THE STORY BEHIND THE BLOG

This blog started as a place for me to put a few stories I had written about a dad and his two kids and the "everyday adventures" they had together. But it has sort of evolved into a hodge podge of dad related thoughts, stories, songs, and other misc. things.

Sunday, May 21, 2023

People

When my dad died a few months ago, it became obvious to me (as I suppose I knew all along) that people remember how you treat them. They don’t remember your stuff….your car, your money, or even your job. Of course those lines are blurred with him since his job was a pastor, but that was really more about who he was, not just what he did. People were touched by how he remembered their name after not seeing them for years. How he took a genuine interest in their lives. How he went out of his way to support people at running events. How he made people feel seen, important and loved.


People are what’s important. 


Also since my dad died, I find myself more and more wanting to avoid people. Stay home…and when I do go out, I want to avoid talking to people…isolate from the outside world. If not for my wife and my job, I would sit alone in my house all day. 


I’m trying to mesh those two ideas. The importance of people and relationships vs. my comfort level around them. I do try to treat people with kindness, but I also want them to leave me alone. I want people to feel important and loved, but from a safe distance. 
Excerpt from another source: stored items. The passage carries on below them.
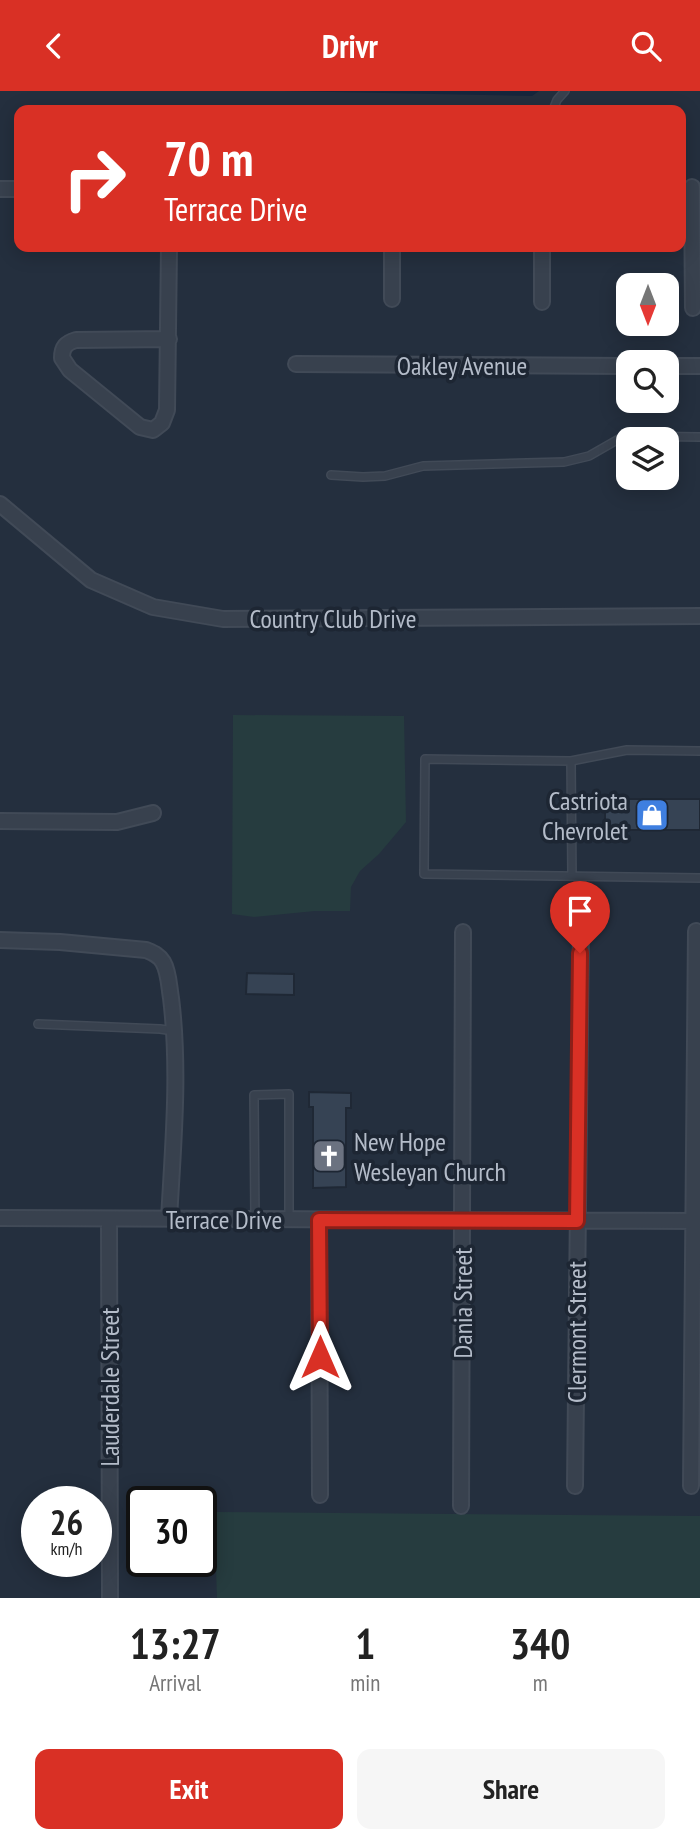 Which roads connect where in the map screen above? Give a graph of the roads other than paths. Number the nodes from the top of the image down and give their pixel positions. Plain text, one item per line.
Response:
1 (691, 187) edge
2 (169, 252) edge
3 (392, 252) edge
4 (542, 252) edge
5 (392, 299) dead end
6 (542, 302) dead end
7 (693, 308) dead end
8 (169, 339) junction
9 (296, 364) dead end
10 (616, 366) edge
11 (679, 366) edge
12 (700, 366) edge
13 (700, 437) edge
14 (331, 475) dead end
15 (0, 504) edge
16 (700, 616) edge
17 (700, 751) edge
18 (571, 761) junction
19 (153, 813) dead end
20 (0, 821) edge
21 (572, 876) junction
22 (700, 878) edge
23 (581, 926) dead end
24 (695, 931) dead end
25 (463, 932) dead end
26 (0, 940) edge
27 (38, 1024) dead end
28 (175, 1031) junction
29 (0, 1218) edge
30 (109, 1219) junction
31 (169, 1219) junction
32 (255, 1219) junction
33 (289, 1219) junction
34 (319, 1220) junction
35 (462, 1220) junction
36 (577, 1221) junction
37 (696, 1221) edge
38 (575, 1486) dead end
39 (691, 1486) dead end
40 (320, 1495) dead end
41 (461, 1506) dead end
42 (110, 1598) edge

1 - 7 street
2 - 8 street
3 - 5 street
4 - 6 street
8 - 8 street
9 - 10 street, Oakley Avenue
11 - 12 street
13 - 14 lane
15 - 16 street, Country Club Drive
17 - 18 lane
18 - 21 lane
18 - 21 lane
19 - 20 street
21 - 22 lane
23 - 36 street, Clermont Street
24 - 37 street
25 - 35 street, Dania Street
26 - 28 street
27 - 28 lane
28 - 31 street
29 - 30 street, Terrace Drive
30 - 31 street, Terrace Drive
30 - 42 street, Lauderdale Street
31 - 32 street, Terrace Drive
32 - 33 street, Terrace Drive
32 - 33 lane
33 - 34 street, Terrace Drive
34 - 35 street, Terrace Drive
34 - 40 street
35 - 36 street, Terrace Drive
35 - 41 street, Dania Street
36 - 37 street, Terrace Drive
36 - 38 street, Clermont Street
37 - 39 street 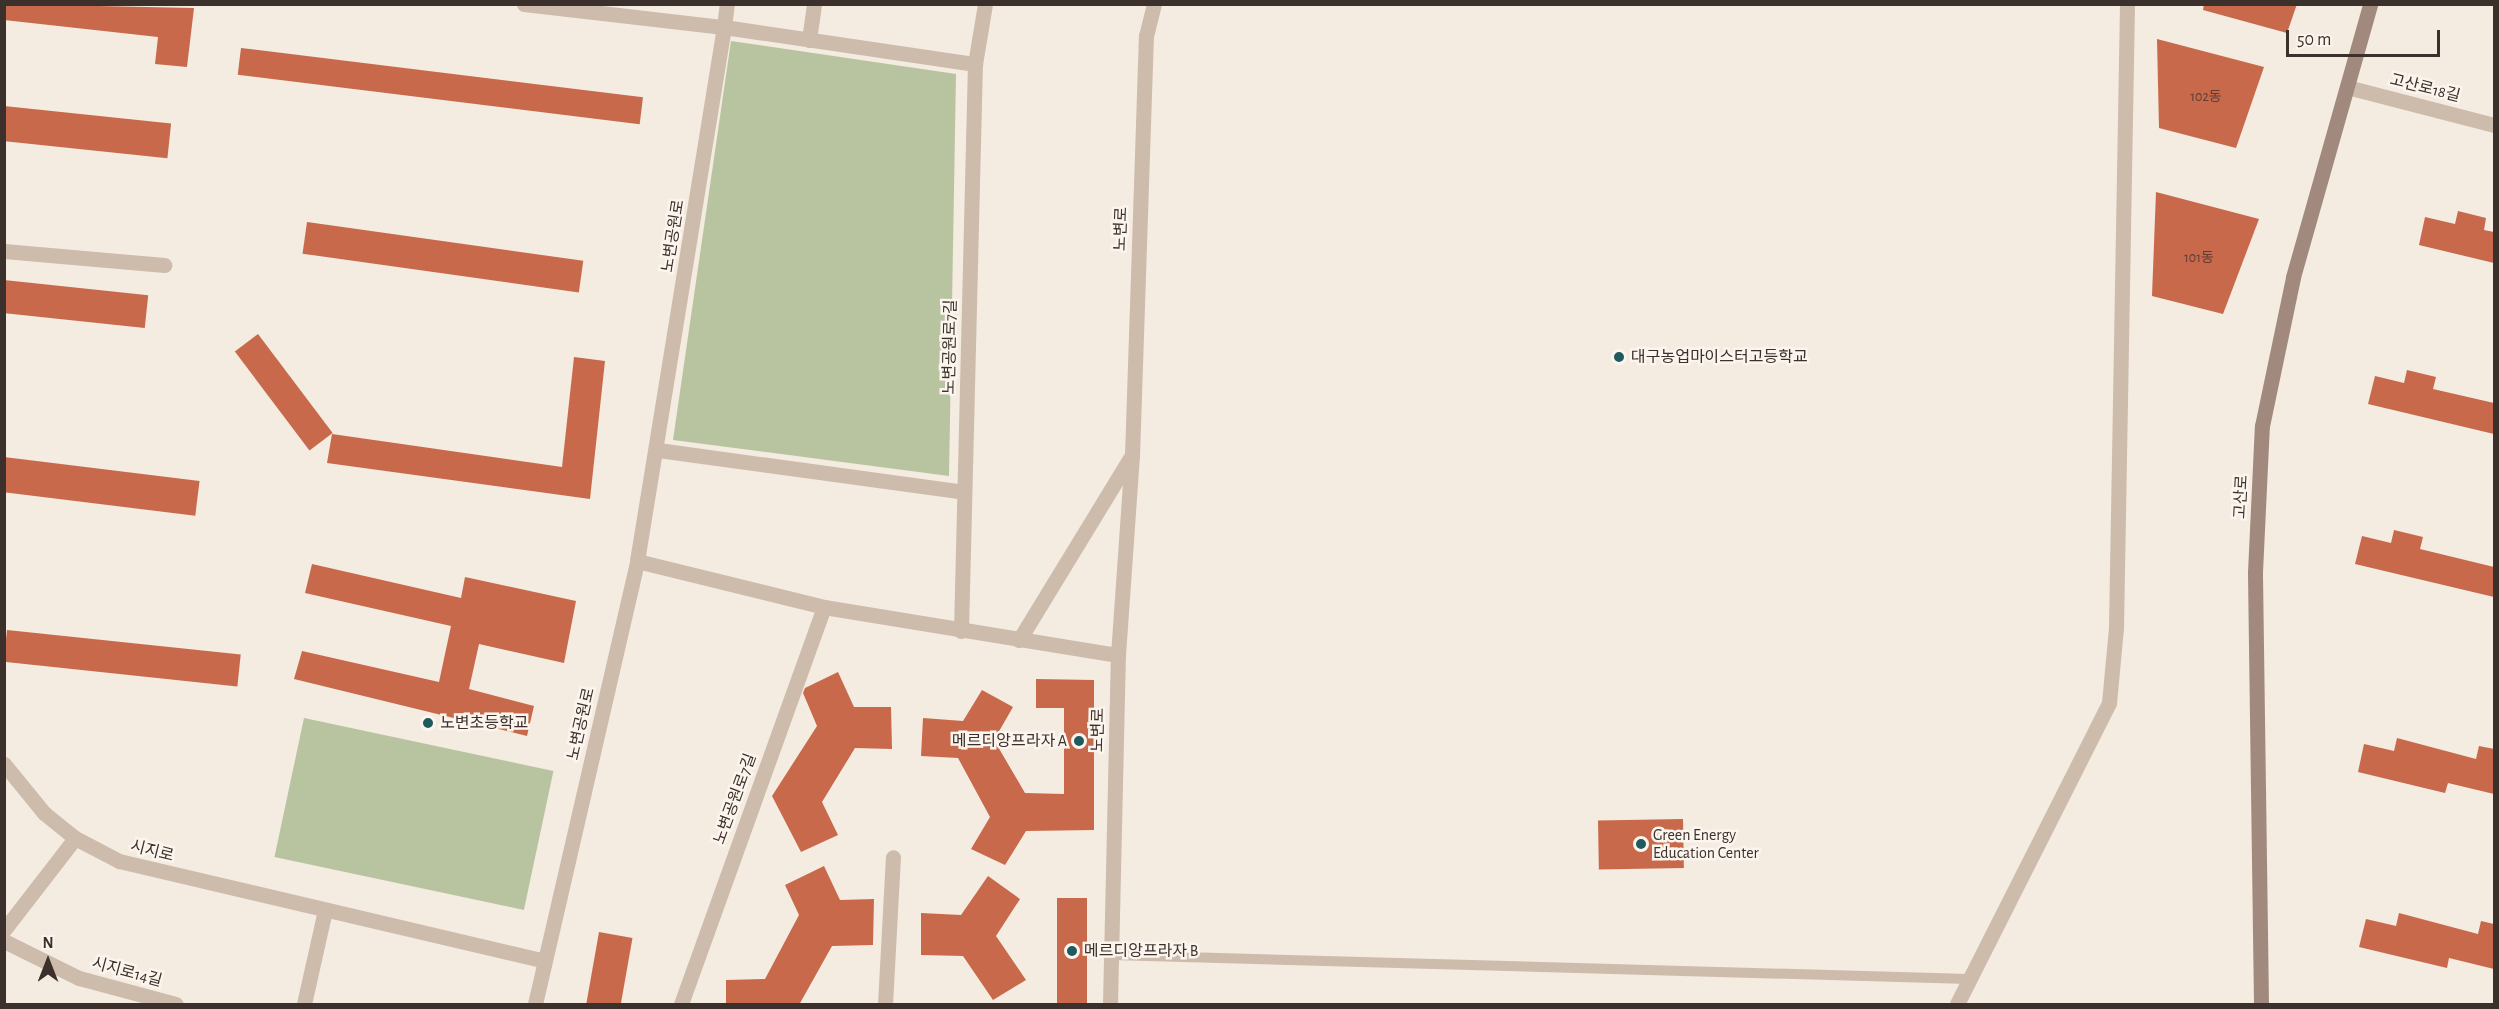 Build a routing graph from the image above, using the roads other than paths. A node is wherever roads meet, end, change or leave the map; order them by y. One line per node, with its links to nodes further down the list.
1 (524, 4): 8 (street)
2 (727, 4): 8 (street, 노변공원로)
3 (814, 4): 9 (street)
4 (985, 4): 10 (street, 노변공원로7길)
5 (1154, 4): 16 (street, 노변로)
6 (2127, 4): 31 (street)
7 (2370, 4): 11 (main road, 고산로)
8 (724, 27): 9 (street); 15 (street, 노변공원로)
9 (809, 40): 10 (street)
10 (975, 64): 17 (street, 노변공원로7길)
11 (2347, 87): 12 (street, 고산로18길); 39 (main road, 고산로)
12 (2494, 124)
13 (4, 251): 14 (street)
14 (164, 265)
15 (658, 450): 17 (street); 18 (street, 노변공원로)
16 (1132, 456): 21 (street, 노변로); 22 (street, 노변로)
17 (964, 492): 20 (street, 노변공원로7길)
18 (637, 561): 19 (street); 30 (street, 노변공원로)
19 (824, 607): 20 (street); 35 (street, 노변공원로7길)
20 (961, 631): 21 (street)
21 (1019, 640): 22 (street)
22 (1118, 655): 29 (street, 노변로)
23 (4, 764): 24 (street, 시지로)
24 (75, 838): 26 (street, 시지로); 27 (street)
25 (893, 857): 36 (street)
26 (326, 910): 30 (street, 시지로); 33 (street)
27 (4, 930)
28 (4, 941): 32 (street, 시지로14길)
29 (1112, 955): 31 (lane); 37 (street, 노변로)
30 (544, 961): 34 (street, 노변공원로)
31 (1969, 979): 38 (street)
32 (176, 1005)
33 (304, 1005)
34 (535, 1005)
35 (681, 1005)
36 (885, 1005)
37 (1110, 1005)
38 (1957, 1005)
39 (2261, 1005)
Also, as much as I’ve worried about my job defining me over the years, I will have failed if I am only remembered as a great computer programmer…bank teller…call center representative…retail associate…loan servicer….or even Stay-at-home Dad.


Friday, January 7, 2022

When we find music that we love


Lessons from Giraffes Can’t Dance….my favorite book to read to my kids when they were younger. 


“Gerald the giraffe has thin legs and crooked knees. At the Annual Jungle Dance he watches the other animals dancing but when he tries to dance they laugh at him. 

Gerald leaves the dance and meets a friendly cricket who advises him to listen to the sounds of nature and follow his own rhythm. The cricket starts playing his violin and Gerald starts to dance like he has never danced before. The other animals are amazed and ask Gerald how he learnt to dance like that.”


This week at work, I got recognition from my boss….basically for staying healthy for the month of December and showing up to work at a busy time for our department….but positive recognition nonetheless. 

This fairly minor event got me thinking a lot….as I do…about my job history. 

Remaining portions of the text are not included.